Posted in Uncategorized by fartashphoto on December 22, 2010

Lebanon’s Saudi-backed ruling camp on Tuesday brushed aside comments by Iran’s supreme leader Ayatollah Ali Khamenei, who dismissed a UN probe into the murder of former premier Rafiq Hariri as “null”.

“This is Iran’s position,” Prime Minister Saad Hariri, son of the slain Sunni Muslim ex-premier, told a news conference.

“We have nothing but respect for Ayatollah Khamenei, and we fully respect all of his opinions, which he is free to hold,” he added.

“We in Lebanon, as a government, have our own views of the tribunal,” said Hariri, who heads a deeply divided cabinet.

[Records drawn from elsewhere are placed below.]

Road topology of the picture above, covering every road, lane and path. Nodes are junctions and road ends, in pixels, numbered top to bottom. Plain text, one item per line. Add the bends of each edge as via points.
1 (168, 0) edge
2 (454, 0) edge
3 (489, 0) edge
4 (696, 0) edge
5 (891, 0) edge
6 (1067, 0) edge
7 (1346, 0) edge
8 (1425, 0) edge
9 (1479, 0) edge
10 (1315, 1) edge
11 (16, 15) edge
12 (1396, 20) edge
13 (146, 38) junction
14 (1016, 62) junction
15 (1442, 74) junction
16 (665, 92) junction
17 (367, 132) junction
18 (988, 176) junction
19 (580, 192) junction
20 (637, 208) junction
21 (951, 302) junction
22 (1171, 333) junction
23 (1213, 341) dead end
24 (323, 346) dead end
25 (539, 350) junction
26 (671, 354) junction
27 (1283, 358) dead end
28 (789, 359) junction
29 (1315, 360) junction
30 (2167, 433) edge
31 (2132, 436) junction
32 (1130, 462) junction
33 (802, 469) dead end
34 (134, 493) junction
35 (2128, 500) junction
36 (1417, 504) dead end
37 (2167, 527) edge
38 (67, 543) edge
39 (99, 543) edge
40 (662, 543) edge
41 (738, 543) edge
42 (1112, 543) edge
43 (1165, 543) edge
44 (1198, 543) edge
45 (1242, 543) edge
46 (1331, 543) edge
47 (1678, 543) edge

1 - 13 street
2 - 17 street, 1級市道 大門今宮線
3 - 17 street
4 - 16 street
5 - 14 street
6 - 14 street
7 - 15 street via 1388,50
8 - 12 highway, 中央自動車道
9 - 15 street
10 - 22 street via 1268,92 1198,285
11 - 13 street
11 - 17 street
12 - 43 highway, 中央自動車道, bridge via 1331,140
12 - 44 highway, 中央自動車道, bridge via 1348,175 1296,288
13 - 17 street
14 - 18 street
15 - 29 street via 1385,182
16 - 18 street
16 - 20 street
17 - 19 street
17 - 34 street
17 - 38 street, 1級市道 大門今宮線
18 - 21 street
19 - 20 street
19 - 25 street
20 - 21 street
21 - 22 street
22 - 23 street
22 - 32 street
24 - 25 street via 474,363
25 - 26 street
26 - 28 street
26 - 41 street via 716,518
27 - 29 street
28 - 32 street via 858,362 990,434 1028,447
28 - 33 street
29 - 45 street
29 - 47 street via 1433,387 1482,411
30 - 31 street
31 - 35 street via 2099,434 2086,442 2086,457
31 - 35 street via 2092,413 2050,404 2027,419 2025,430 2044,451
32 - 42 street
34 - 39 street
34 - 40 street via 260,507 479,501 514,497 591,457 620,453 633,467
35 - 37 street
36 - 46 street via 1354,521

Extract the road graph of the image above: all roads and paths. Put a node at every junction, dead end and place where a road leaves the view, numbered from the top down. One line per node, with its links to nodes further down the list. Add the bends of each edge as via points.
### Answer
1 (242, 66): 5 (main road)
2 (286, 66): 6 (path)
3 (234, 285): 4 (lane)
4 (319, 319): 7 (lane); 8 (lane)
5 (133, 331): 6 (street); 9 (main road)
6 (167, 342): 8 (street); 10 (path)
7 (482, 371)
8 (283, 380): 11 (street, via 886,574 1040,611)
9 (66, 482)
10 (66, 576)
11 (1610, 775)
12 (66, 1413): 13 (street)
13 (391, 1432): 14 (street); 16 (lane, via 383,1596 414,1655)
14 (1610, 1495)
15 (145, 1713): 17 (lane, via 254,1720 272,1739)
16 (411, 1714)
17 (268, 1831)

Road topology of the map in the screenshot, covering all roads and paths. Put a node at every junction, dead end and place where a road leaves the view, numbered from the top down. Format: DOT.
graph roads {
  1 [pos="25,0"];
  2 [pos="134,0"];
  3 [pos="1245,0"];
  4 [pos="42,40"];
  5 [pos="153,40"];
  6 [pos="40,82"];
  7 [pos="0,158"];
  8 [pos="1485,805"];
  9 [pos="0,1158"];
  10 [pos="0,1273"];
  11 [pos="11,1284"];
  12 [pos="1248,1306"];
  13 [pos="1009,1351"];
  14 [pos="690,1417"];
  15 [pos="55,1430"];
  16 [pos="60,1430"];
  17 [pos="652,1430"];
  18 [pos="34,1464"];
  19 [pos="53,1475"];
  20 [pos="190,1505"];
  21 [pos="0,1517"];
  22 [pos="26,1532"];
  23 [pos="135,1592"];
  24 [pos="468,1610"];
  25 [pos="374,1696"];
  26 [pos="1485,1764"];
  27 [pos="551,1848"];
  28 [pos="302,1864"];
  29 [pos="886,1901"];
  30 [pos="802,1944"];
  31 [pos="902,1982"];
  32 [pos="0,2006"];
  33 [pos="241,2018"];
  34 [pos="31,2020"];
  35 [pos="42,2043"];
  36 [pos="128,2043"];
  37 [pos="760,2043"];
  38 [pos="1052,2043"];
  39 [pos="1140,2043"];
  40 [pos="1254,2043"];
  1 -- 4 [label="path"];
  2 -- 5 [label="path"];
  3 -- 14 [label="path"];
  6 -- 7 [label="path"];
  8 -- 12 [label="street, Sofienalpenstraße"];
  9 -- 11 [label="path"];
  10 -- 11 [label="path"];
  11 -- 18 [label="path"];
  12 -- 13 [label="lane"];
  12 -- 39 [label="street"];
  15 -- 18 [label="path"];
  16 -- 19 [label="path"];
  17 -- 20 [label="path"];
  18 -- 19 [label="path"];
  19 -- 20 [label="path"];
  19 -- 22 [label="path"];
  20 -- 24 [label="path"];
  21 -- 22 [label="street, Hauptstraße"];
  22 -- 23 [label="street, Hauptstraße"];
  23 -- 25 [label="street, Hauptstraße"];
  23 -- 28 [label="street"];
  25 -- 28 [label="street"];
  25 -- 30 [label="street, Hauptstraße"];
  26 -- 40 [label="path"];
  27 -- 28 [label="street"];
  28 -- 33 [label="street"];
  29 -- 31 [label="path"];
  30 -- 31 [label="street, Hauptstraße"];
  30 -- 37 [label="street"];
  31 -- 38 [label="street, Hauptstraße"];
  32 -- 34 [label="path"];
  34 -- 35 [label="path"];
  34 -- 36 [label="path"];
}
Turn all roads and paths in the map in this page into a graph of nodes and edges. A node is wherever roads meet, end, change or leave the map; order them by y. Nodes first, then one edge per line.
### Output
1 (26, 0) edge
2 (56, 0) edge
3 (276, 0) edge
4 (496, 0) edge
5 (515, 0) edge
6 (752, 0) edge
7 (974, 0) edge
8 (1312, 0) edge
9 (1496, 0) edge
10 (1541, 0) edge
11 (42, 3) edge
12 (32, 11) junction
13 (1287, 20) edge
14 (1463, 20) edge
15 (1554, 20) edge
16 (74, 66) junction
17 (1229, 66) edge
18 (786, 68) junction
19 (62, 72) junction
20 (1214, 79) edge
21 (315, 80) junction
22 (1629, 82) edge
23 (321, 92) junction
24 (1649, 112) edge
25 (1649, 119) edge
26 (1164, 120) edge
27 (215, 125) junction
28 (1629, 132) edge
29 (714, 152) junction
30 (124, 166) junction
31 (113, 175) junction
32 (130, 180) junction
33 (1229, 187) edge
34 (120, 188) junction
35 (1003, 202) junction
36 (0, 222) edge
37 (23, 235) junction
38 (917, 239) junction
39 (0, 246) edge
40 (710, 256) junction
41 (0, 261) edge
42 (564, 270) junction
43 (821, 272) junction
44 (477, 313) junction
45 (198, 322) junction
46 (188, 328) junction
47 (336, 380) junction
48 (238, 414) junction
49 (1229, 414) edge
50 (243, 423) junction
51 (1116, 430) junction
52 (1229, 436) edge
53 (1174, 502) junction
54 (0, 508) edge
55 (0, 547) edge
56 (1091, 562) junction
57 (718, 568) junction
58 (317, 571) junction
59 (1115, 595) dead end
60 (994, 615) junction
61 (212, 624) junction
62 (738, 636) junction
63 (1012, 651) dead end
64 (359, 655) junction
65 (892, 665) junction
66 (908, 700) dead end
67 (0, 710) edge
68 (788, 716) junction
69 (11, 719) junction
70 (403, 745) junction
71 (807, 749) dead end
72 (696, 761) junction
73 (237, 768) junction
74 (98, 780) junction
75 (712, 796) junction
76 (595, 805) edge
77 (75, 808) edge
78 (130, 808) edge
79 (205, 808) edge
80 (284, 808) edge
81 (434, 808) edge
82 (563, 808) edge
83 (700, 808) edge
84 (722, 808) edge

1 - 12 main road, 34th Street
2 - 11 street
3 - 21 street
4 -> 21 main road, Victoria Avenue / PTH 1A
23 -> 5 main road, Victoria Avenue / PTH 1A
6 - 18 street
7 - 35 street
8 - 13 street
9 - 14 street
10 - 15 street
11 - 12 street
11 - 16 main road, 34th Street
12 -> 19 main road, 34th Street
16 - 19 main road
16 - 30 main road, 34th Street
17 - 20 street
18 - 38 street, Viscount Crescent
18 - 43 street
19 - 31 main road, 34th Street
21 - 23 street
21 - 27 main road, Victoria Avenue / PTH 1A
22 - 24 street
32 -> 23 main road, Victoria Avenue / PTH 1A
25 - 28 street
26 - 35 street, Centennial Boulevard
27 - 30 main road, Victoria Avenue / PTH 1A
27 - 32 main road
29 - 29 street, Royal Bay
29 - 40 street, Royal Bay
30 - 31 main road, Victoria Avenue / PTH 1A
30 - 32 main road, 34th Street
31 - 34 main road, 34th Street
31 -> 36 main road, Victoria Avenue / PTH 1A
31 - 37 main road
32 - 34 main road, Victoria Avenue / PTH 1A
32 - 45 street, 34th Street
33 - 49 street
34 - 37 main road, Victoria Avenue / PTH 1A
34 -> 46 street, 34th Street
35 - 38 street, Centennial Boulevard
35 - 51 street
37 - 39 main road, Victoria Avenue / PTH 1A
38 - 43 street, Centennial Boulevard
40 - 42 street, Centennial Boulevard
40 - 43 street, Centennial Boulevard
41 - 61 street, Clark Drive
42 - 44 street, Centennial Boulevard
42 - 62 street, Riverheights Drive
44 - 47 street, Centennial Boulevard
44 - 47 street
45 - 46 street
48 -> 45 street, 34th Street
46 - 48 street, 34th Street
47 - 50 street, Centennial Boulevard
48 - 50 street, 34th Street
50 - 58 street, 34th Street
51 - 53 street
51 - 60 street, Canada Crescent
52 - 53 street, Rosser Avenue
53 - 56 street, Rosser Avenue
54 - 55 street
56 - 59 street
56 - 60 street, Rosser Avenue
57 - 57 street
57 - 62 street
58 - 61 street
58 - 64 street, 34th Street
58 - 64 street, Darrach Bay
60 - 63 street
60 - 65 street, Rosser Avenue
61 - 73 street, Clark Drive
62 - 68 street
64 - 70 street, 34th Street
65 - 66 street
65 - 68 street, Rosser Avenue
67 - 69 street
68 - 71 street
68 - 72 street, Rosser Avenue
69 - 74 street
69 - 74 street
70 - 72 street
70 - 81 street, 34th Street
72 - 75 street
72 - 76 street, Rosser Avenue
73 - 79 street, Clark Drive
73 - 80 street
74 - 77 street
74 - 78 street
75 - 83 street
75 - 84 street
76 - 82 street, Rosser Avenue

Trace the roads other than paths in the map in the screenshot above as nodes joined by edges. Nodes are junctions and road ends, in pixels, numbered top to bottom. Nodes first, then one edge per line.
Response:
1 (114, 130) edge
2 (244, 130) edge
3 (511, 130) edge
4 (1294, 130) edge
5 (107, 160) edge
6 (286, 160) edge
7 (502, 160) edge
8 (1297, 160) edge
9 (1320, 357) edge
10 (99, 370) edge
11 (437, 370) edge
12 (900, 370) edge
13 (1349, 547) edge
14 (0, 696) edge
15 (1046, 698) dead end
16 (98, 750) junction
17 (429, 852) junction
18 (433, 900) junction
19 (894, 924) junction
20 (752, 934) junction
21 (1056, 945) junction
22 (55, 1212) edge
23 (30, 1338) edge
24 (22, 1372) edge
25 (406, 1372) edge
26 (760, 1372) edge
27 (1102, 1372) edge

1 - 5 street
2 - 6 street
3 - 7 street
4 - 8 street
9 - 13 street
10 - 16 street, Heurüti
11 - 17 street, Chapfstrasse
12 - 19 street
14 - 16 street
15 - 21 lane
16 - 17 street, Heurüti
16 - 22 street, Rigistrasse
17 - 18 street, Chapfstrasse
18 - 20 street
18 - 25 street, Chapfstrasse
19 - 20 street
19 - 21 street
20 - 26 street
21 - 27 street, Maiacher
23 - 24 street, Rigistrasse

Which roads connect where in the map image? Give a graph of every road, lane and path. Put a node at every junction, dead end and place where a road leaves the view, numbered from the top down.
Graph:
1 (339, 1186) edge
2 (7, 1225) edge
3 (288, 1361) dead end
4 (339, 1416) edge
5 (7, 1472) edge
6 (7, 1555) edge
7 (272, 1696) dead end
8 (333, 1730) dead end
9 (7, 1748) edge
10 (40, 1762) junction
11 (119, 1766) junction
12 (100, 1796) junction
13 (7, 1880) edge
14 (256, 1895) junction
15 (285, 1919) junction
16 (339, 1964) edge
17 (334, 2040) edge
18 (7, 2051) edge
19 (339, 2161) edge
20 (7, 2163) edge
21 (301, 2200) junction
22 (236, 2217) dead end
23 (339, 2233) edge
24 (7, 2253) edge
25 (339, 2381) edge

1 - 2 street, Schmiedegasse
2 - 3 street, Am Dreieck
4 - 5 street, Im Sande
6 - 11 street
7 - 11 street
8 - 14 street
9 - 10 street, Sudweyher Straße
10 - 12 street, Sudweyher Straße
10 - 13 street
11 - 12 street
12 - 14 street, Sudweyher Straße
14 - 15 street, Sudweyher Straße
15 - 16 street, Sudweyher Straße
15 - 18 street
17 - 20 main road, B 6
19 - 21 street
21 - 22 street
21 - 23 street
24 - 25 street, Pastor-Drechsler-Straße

“There is no doubt that all parties have their own views on this matter, but when it comes to international resolutions, they are international resolutions.”

But MPs of Hariri’s pro-Western Future Movement struck a less conciliatory tone, lashing out openly at Iranian cleric.

“It seems that Ayatollah Khamenei’s remarks aim to undermine calm in Lebanon and across the Arab world,” Ammar Houry told AFP.

“Khamenei’s statements signal (Iran’s) cover for certain local political positions … or at least for Hezbollah,” said Jamal al-Jarrah, another Future Movement legislator.